The ORACLE-GAP mechanism¶
syncLatestPulse is an admin-gated instruction that advances the on-chain latest_finalized_pulse_index (LFP). The supervisor uses it when it detects the LFP has fallen behind the earliest pending round's pulse target.
When it triggers¶
current LFP < (earliest active round's pulseIndexTarget - 1)
What it does¶
- Reads all active rounds from the pipeline
- Computes the minimum LFP needed to allow the earliest blocked round to become eligible for pulse publication
- Calls
syncLatestPulse(target)with that minimum value
Constraints¶
- The program enforces
SyncPulseWouldDecrease: the LFP can only advance, never retreat - Each
syncLatestPulsecall is an on-chain transaction, fully auditable - The sequential constraint on
set_pulse_signed(NonSequentialPulse) limits how many rounds a misaligned LFP can affect
Trust implication¶
The ORACLE-GAP mechanism is a liveness tool with an admin trust dependency. It resolves deadlocks that arise when empty rounds consume pulse index slots. However, because the LFP is app-level state and is advanced by the operator rather than by independent on-chain consensus, this remains a centralized operation bounded by on-chain constraints.
See Oracle Trust Model for the full trust characterization.
User-driven cleanup (ticket rent)¶
Automation manages round creation, pulse posting, finalize/settle, and sweeps.

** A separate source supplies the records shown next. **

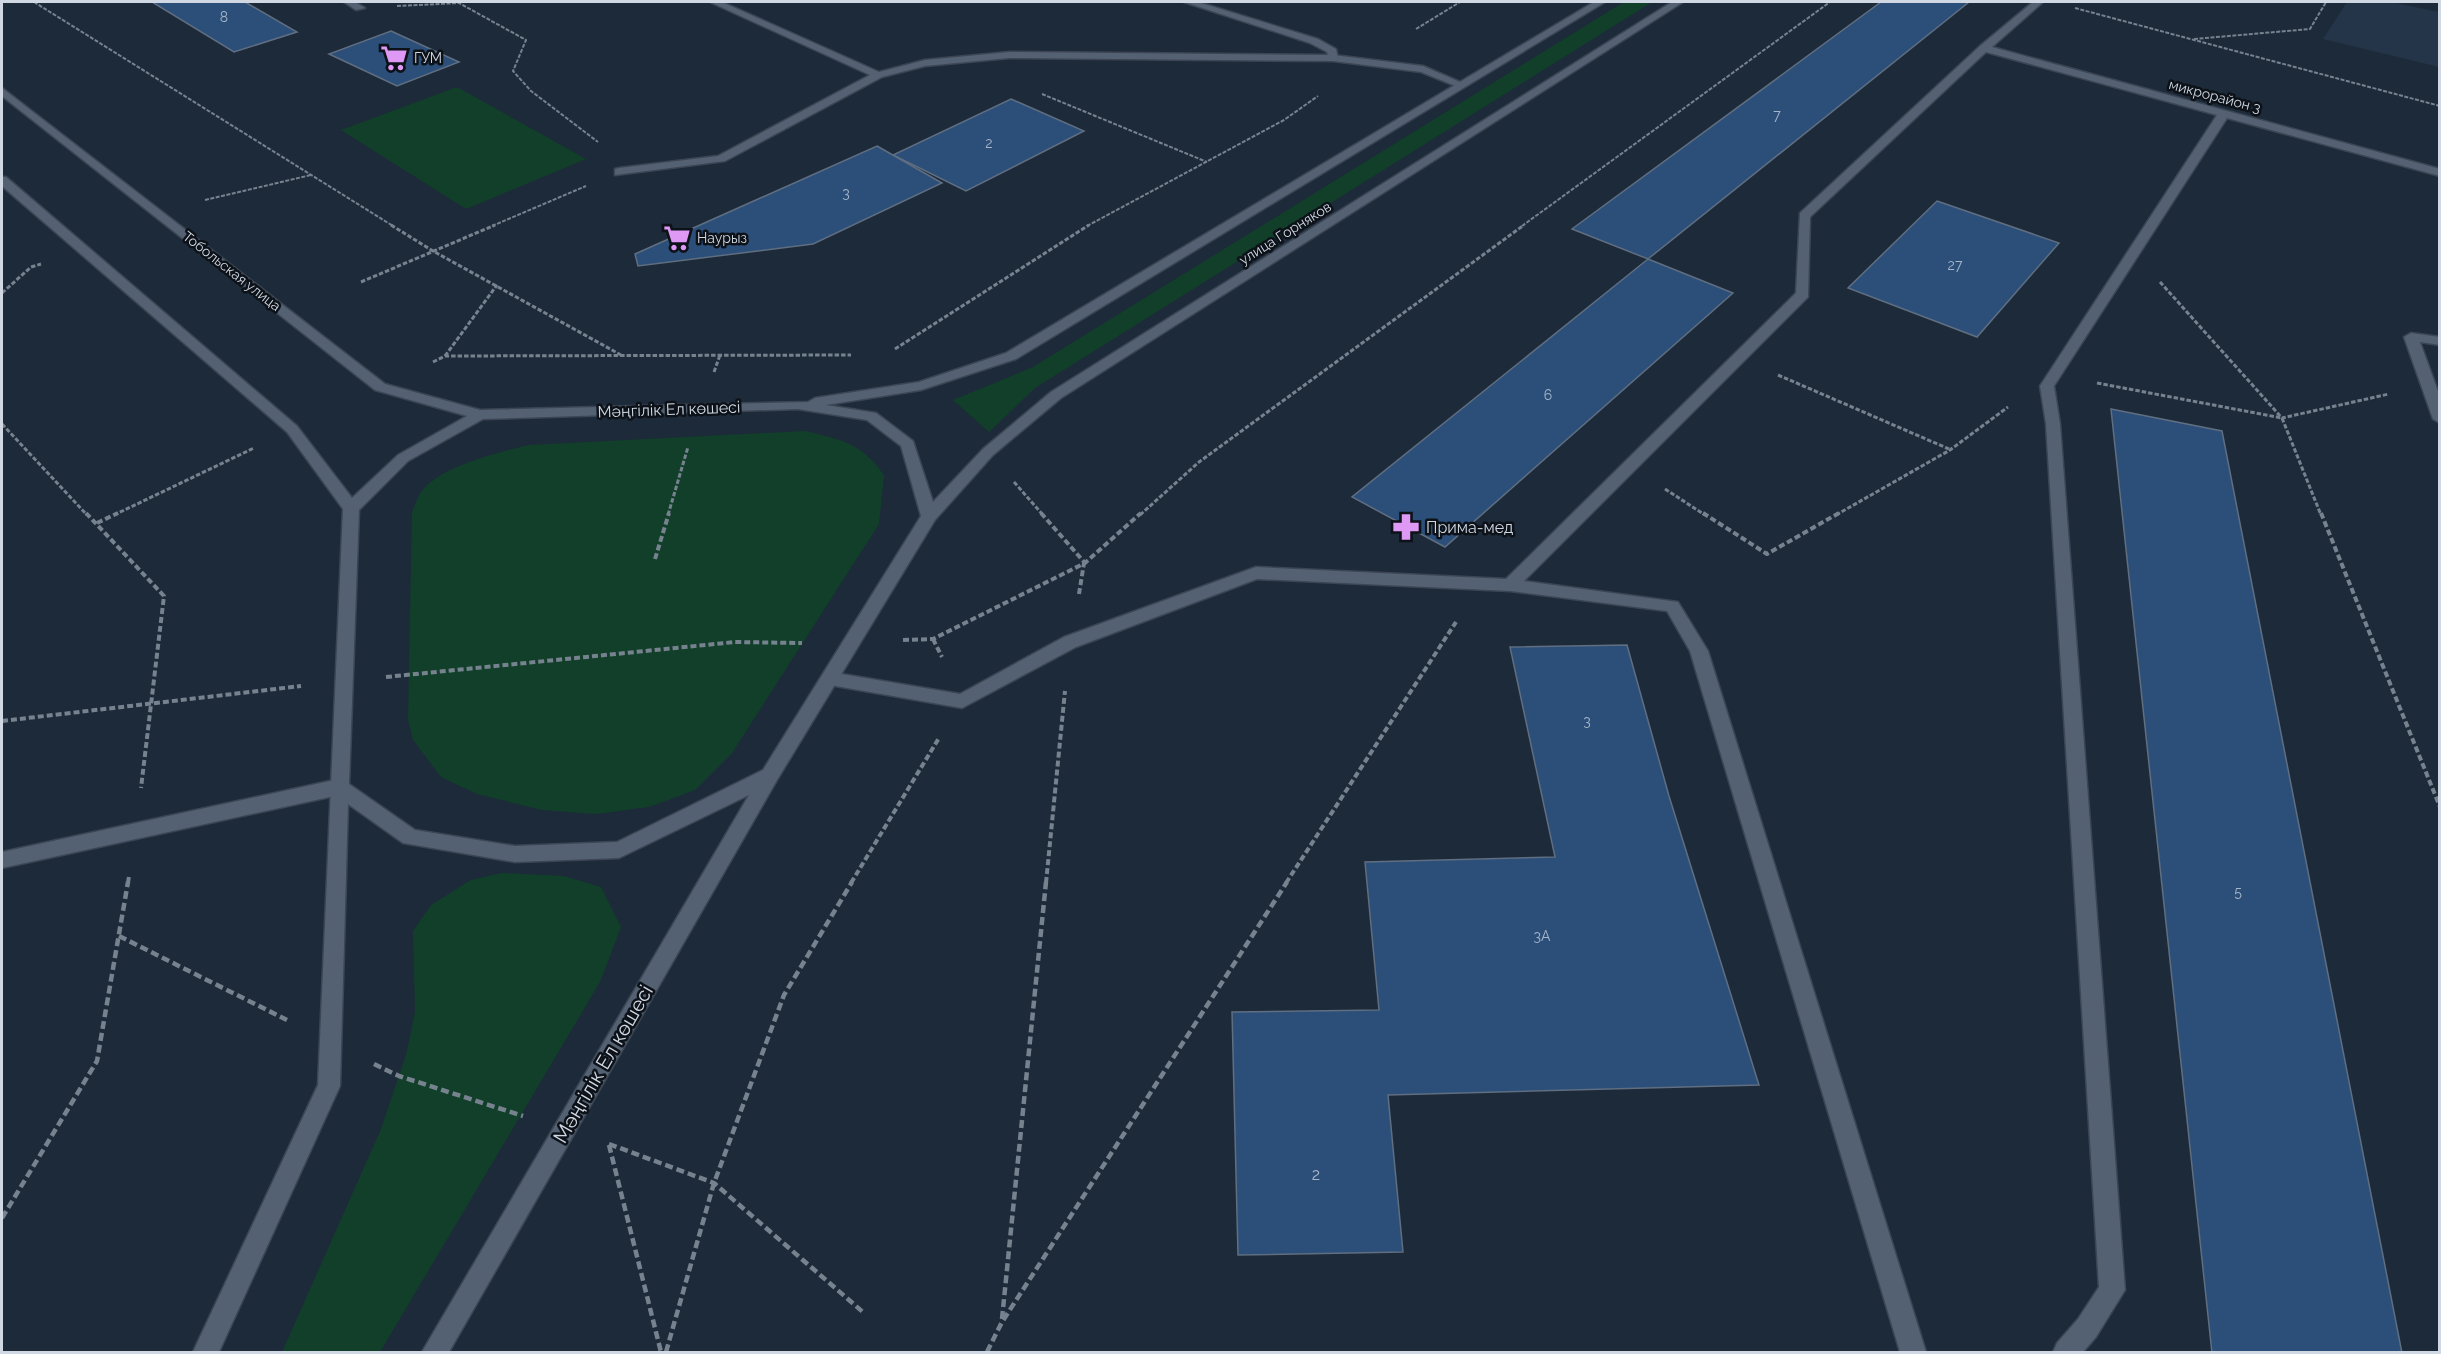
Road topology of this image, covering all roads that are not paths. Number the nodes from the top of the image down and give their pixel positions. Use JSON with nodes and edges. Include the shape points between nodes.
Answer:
{"nodes":[{"id":1,"x":349,"y":2,"type":"edge"},
{"id":2,"x":715,"y":2,"type":"edge"},
{"id":3,"x":1189,"y":2,"type":"edge"},
{"id":4,"x":1600,"y":2,"type":"edge"},
{"id":5,"x":1678,"y":2,"type":"edge"},
{"id":6,"x":2038,"y":2,"type":"edge"},
{"id":7,"x":360,"y":8,"type":"road end"},
{"id":8,"x":1984,"y":48,"type":"junction"},
{"id":9,"x":1333,"y":58,"type":"junction"},
{"id":10,"x":878,"y":75,"type":"junction"},
{"id":11,"x":1462,"y":85,"type":"junction"},
{"id":12,"x":2,"y":91,"type":"edge"},
{"id":13,"x":2224,"y":114,"type":"junction"},
{"id":14,"x":619,"y":172,"type":"road end"},
{"id":15,"x":2439,"y":173,"type":"edge"},
{"id":16,"x":2,"y":180,"type":"edge"},
{"id":17,"x":2439,"y":341,"type":"edge"},
{"id":18,"x":798,"y":405,"type":"junction"},
{"id":19,"x":480,"y":415,"type":"junction"},
{"id":20,"x":2439,"y":419,"type":"edge"},
{"id":21,"x":351,"y":508,"type":"junction"},
{"id":22,"x":929,"y":516,"type":"junction"},
{"id":23,"x":1510,"y":585,"type":"junction"},
{"id":24,"x":830,"y":679,"type":"junction"},
{"id":25,"x":770,"y":774,"type":"junction"},
{"id":26,"x":339,"y":787,"type":"junction"},
{"id":27,"x":2,"y":860,"type":"edge"},
{"id":28,"x":207,"y":1353,"type":"edge"},
{"id":29,"x":435,"y":1353,"type":"edge"},
{"id":30,"x":1913,"y":1353,"type":"edge"},
{"id":31,"x":2066,"y":1353,"type":"edge"}],
"edges":[{"from":1,"to":7,"type":"street"},
{"from":2,"to":10,"type":"street"},
{"from":3,"to":9,"type":"street","via":[[1314,41],[1332,51]]},
{"from":4,"to":11,"type":"street"},
{"from":5,"to":22,"type":"street","name":"улица Горняков","via":[[1056,395],[987,452]]},
{"from":6,"to":8,"type":"street"},
{"from":8,"to":13,"type":"street","name":"микрорайон 3"},
{"from":8,"to":23,"type":"street","via":[[1804,216],[1803,294]]},
{"from":9,"to":10,"type":"street","via":[[1009,55],[925,63]]},
{"from":9,"to":11,"type":"street","via":[[1422,69]]},
{"from":10,"to":14,"type":"street","via":[[721,159]]},
{"from":11,"to":18,"type":"street","via":[[1011,356],[921,386]]},
{"from":12,"to":19,"type":"street","name":"Тобольская улица","via":[[380,387]]},
{"from":13,"to":15,"type":"street","name":"микрорайон 3"},
{"from":13,"to":31,"type":"street","via":[[2047,386],[2053,424],[2112,1290]]},
{"from":16,"to":21,"type":"street","via":[[292,429]]},
{"from":17,"to":20,"type":"street","via":[[2411,337]]},
{"from":18,"to":19,"type":"street","name":"Мәңгілік Ел көшесі"},
{"from":18,"to":22,"type":"street","name":"Мәңгілік Ел көшесі","via":[[871,416],[908,444]]},
{"from":19,"to":21,"type":"street","name":"Мәңгілік Ел көшесі","via":[[403,458]]},
{"from":21,"to":26,"type":"street"},
{"from":22,"to":24,"type":"street","name":"Мәңгілік Ел көшесі"},
{"from":23,"to":24,"type":"street","via":[[1256,573],[1070,642],[962,701]]},
{"from":23,"to":30,"type":"street","via":[[1672,606],[1699,651]]},
{"from":24,"to":25,"type":"street","name":"Мәңгілік Ел көшесі"},
{"from":25,"to":26,"type":"street","via":[[619,850],[515,854],[410,837]]},
{"from":25,"to":29,"type":"street","name":"Мәңгілік Ел көшесі"},
{"from":26,"to":27,"type":"street"},
{"from":26,"to":28,"type":"street","via":[[329,1086]]}]}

Ticket rent recovery is intentionally user-driven:
close_ticketis signed by the ticket owner and returns the ticket PDA's lamports to the user.- Sweeps do not close user tickets.
This design reduces centralized maintenance and keeps user cleanup permissioned to the owner.
Grace windows
The canonical sweep eligibility is enforced by the program using claim_grace_slots from on-chain Config.
The supervisor may use a shorter local precheck before attempting sweeps, but early attempts will be rejected on-chain.
Empty round handling¶
Rounds created without any ticket commits are detected by the supervisor during the pulse module. For rounds with zero tickets:
- The pulse step is skipped (no
set_pulse_signedsent) - The sweep step runs immediately after the reveal deadline passes
- The close step reclaims rent after sweep
This reduces unnecessary RPC calls and keeps the pipeline clean without modifying the on-chain program.